How do the statistics and structure of bounded turbulent flows in transition help to predict them after they become developed?

Professor James M. Wallace

Burgers Program for Fluid Dynamics

Department of Mechanical Engineering, University of Maryland

Abstract

The DNS data were analyzed that a zero-pressure-gradient, flat-plate boundary layer with a passively heated wall that spatially develops from a Blasius laminar state, through by-pass transition, to a developed turbulent state. Statistical properties (mean velocity, Reynolds stresses, kinetic energy production and dissipation rates, enstrophy and its components) of the turbulence in transition, from individual turbulent spots and where the spots merge, were compared to those for the developed boundary layer turbulence downstream. When the distributions in the transitional regions are conditionally averaged so as to exclude locations and times when the flow is not turbulent, they closely resemble the distributions in the developed turbulent state at the higher Reynolds number, especially in the buffer layer.

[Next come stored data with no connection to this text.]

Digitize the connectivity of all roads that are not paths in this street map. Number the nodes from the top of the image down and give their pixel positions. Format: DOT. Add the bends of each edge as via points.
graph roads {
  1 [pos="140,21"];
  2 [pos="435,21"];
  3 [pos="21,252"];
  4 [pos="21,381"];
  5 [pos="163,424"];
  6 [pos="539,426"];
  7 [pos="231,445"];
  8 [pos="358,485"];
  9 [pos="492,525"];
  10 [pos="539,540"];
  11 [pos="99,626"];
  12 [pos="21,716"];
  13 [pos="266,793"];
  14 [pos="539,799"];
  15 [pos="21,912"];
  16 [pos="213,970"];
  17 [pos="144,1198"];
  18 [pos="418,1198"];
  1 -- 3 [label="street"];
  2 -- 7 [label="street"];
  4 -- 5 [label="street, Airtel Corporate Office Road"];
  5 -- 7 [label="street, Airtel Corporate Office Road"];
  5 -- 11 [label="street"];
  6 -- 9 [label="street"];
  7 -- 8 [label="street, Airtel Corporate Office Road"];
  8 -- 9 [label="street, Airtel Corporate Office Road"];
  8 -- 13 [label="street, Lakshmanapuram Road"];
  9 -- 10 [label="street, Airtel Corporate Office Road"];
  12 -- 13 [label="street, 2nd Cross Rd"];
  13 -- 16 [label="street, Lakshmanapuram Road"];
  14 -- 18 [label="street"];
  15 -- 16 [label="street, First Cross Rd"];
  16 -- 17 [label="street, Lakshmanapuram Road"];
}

An octant analysis based on the combinations of signs of the velocity and temperature fluctuations, u, v and q, showed that the momentum and heat fluxes are predominantly of the mean gradient type in both the transitional and developed regions. The fluxes appear to be closely associated with vortices that transport momentum and heat toward and away from the wall in both regions of the flow. The results suggest that there may be little fundamental difference between the non-linear processes involved in the formation of turbulent spots that appear in transition and those that sustain the turbulence when it is developed. They also support the view that the transport processes and the vortical structures that drive them in developed and transitional boundary layer turbulence are, in many dynamically important respects, similar.

Biographic

James Wallace is the Professor in the Department of Mechanical Engineering at the University of Maryland at College Park. He received B.S. and M.S. degrees in 1962 and 1964 from the Georgia Institute of Technology and D. Phil. in Engineering Science from Oxford University in 1969. He was on the research staff of the Max-Planck-Institut für Strömungsforschung (fluid flow research,) in Göttingen, Germany from 1969 until he joined the faculty of the University of Maryland in 1975. In addition to his research and teaching, he has held several academic administrative positions at Maryland. From 1985 - 87 he was the Assistant Provost of the Division of Mathematics, Physical Science and Engineering. From 1993 - 1998 he served as Associate Chairman for Graduate Studies in the Department of Mechanical Engineering. He currently is the Board Chair of the Burgers Program for Fluid Dynamics. He also helped found and directed two Science, Technology and Society programs at Maryland and he directed the Gemstone Program for undergraduate honors team research since 2001.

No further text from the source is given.